To auto-format some Python code select the code and type =.
To auto-format an entire file type % to select the whole file
then hit =, or just run the :format or :fmt command on Helix’s command line.
You can also configure Helix to auto-format files whenever you save them. Add this to your config file:
# config.toml
[[language]]
name = "python"
auto-format = true
Helix will now auto-format the entire file whenever you save the file
with a command like :write / :w. Helix also has an auto-save feature
(disabled by default), it will not auto-format files when auto-saving them.
Navigation: go to definition, references, symbols
Language servers provide various commands for jumping to things:
-
gd jumps to the definition of the symbol under the cursor, whether that’s in the current file or another file.
-
gD jumps to the declaration of the symbol. With Jedi gD on an imported symbol will jump to the
importin the current file rather than jumping into the other file where the symbol is defined. With ty gD seems to do the same as gd. -
gi jumps to the implementation. I’m not sure how that would differ from the definition in Python. For me this doesn’t seem to work with either ty or Jedi: it just says “No definition found”.
-
gr opens a picker with a list of all references to the symbol under the cursor in all files in the workspace:
Helix’s picker showing all references to create_app(). -
Space s opens a similar picker but for all symbols in the current file, not just the symbol under the cursor.
-
Space S does the same for symbols across the entire workspace but the picker is initially empty: symbols only begin to appear once you start to enter a search query.
Again if you have multiple language servers enabled you’ll get doubled results from many of these navigation commands:
one from ty and one from Jedi. Helix will show the two results in a menu
and let you choose which one to jump to. If you don’t want that
you can disable the various goto-* and *-symbols features for one of the two
language servers in your languages.toml, for example:
# languages.toml
[[language]]
name = "python"
language-servers = [
{name = "ty", except-features = ["goto-definition", "goto-declaration", "goto-type-definition", "goto-reference", "goto-implementation", "document-symbols", "workspace-symbols"]},
"ruff",
"jedi",
]
Selecting and renaming references
Space h selects all references to the symbol under the cursor in the current file. This uses Helix’s multi-cursor/multi-select support so you have to be familiar with that or it’ll be very confusing (there’s a multiple cursors tutorial on the Helix wiki).
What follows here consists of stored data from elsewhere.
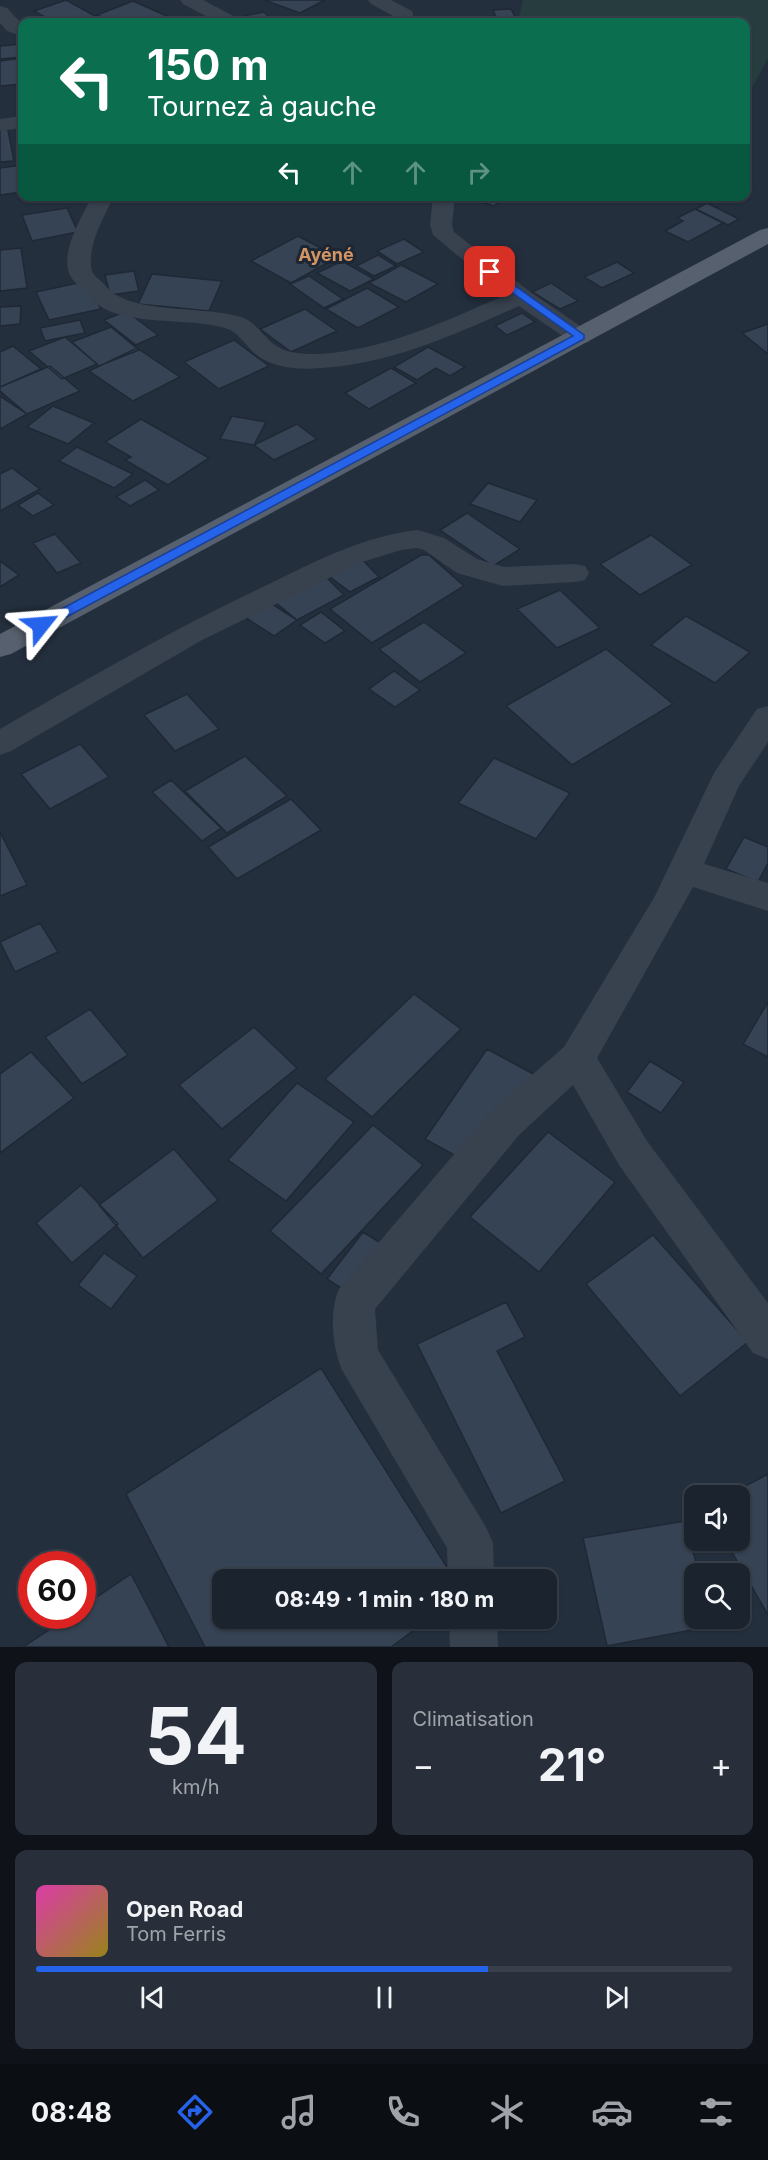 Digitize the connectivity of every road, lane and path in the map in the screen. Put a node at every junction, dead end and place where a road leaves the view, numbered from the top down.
1 (189, 0) edge
2 (377, 0) edge
3 (0, 12) edge
4 (223, 18) edge
5 (405, 18) edge
6 (18, 28) edge
7 (18, 123) edge
8 (0, 125) edge
9 (101, 201) edge
10 (443, 201) edge
11 (768, 235) edge
12 (521, 296) junction
13 (580, 337) junction
14 (575, 573) dead end
15 (0, 647) edge
16 (768, 717) edge
17 (0, 743) edge
18 (684, 871) junction
19 (768, 897) edge
20 (577, 1058) junction
21 (768, 1338) edge
22 (471, 1569) edge
23 (473, 1629) edge
24 (474, 1647) edge

1 - 4 street
2 - 5 street
3 - 6 street
7 - 8 street
9 - 12 street
10 - 12 street
11 - 13 main road
12 - 13 street
13 - 15 main road
14 - 17 street
16 - 18 street
18 - 19 street
18 - 20 street
20 - 21 street
20 - 22 street
23 - 24 street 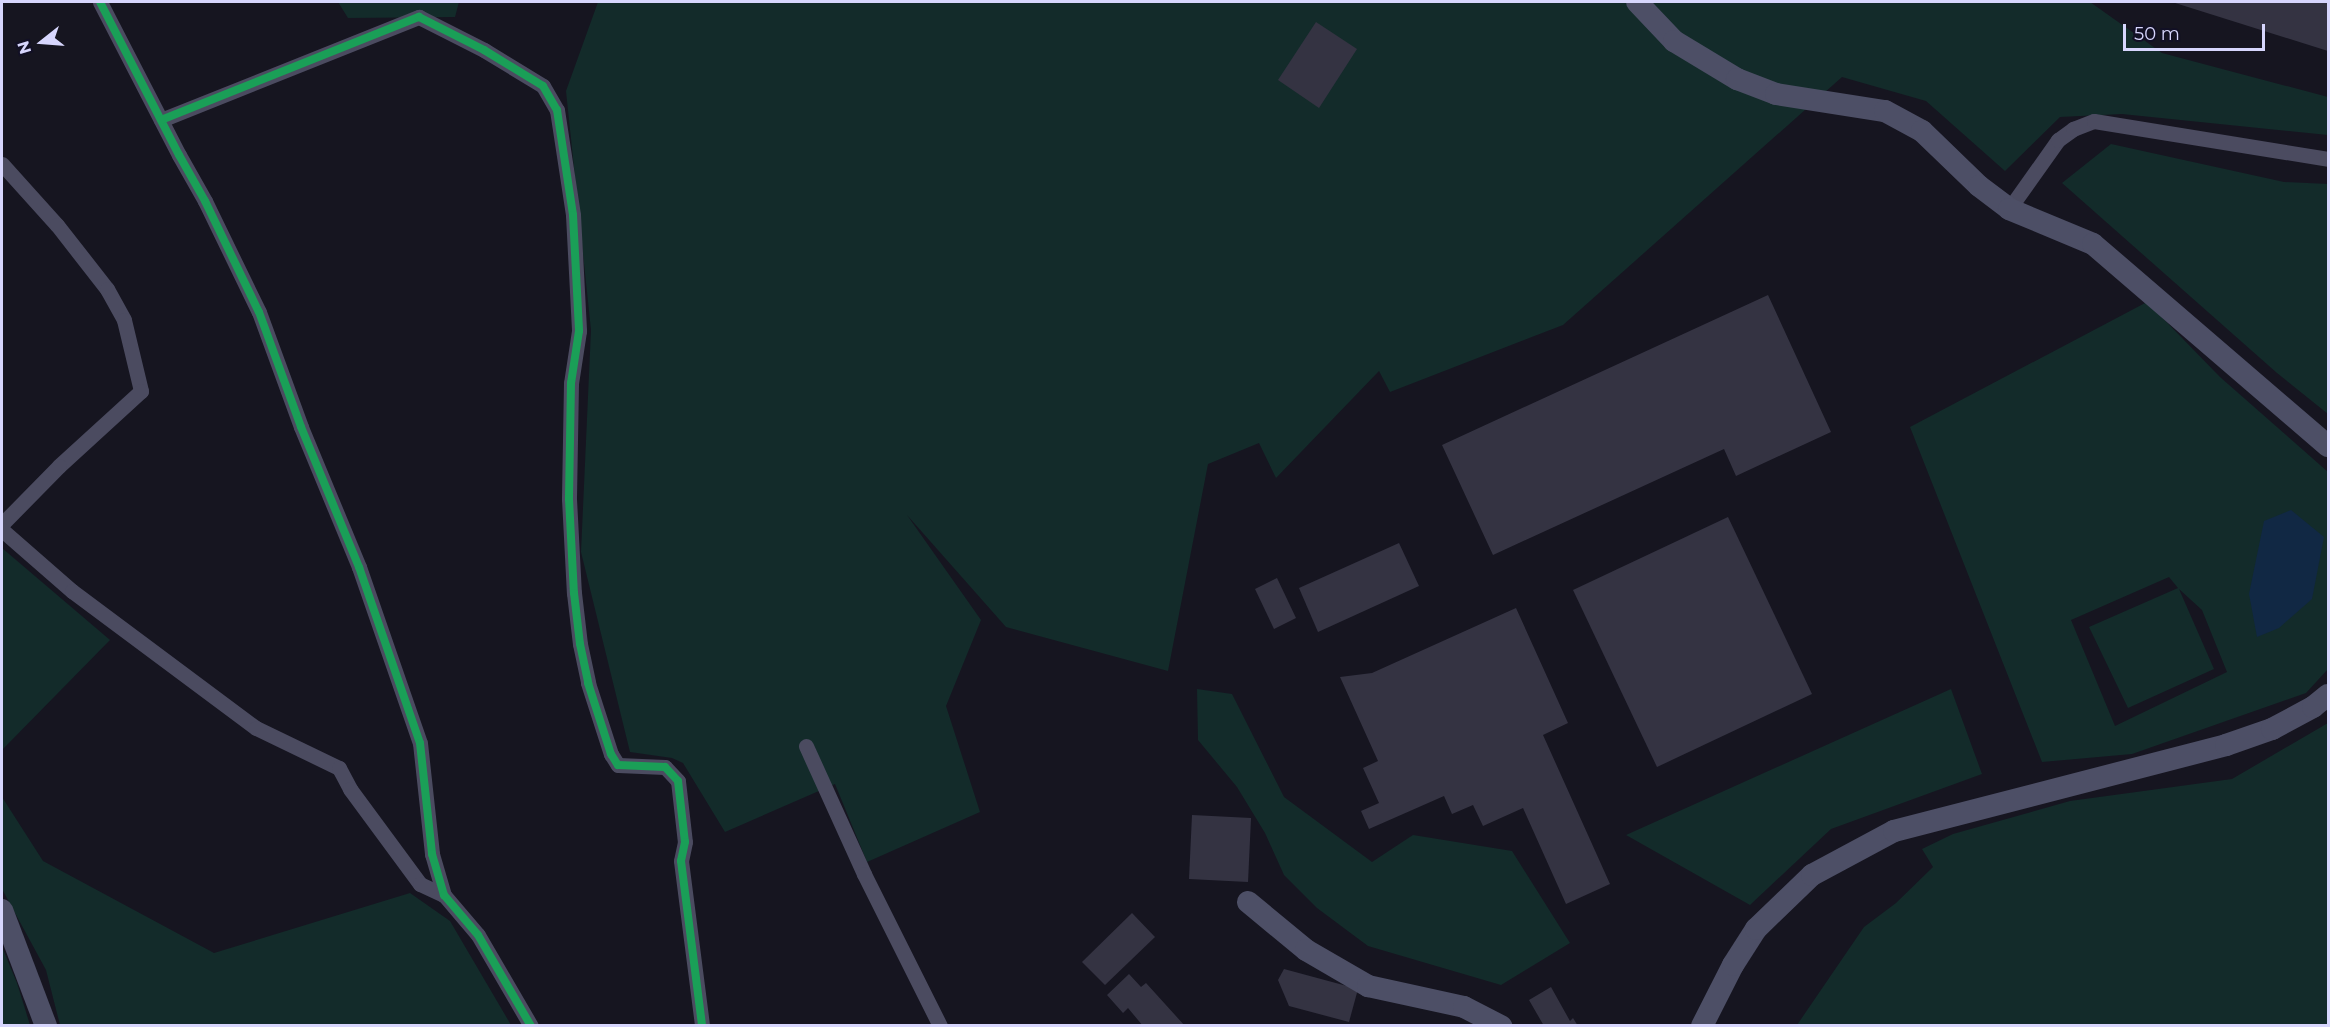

It lets you change, delete or otherwise edit all the references at once.
For example in this video I use Space h to select all references to the config argument
under the cursor then type c settings Esc
to rename them all to settings:
You can do much more with multiple cursors/selections,
but if all you want to do is rename all references to a symbol there’s an easier way: the rename_symbol command (keyboard shortcut: Space r)
will ask you for a new name for the symbol under the cursor
and then use the language server to rename all references to it.
Documentation
Finally, Space k shows the docs for the symbol under the cursor in a popup window:

Helix showing a function’s docstring in a popup window.
Ctrl + d and Ctrl + u scroll the contents of the popup window up and down. You can also use the scroll-wheel or track-pad.
Esc or Ctrl + c closes the popup.
If you have multiple language servers enabled you may get multiple documentation results,
as indicated by the [1/2] ty in my screenshot indicating that there
are two results available and the one currently displayed is from ty.
Alt + n and Alt + p page through the different results.
As with other LSP features, you can disable documentation popups
from one of the language servers by adding "hover" to its
except-features setting in languages.toml.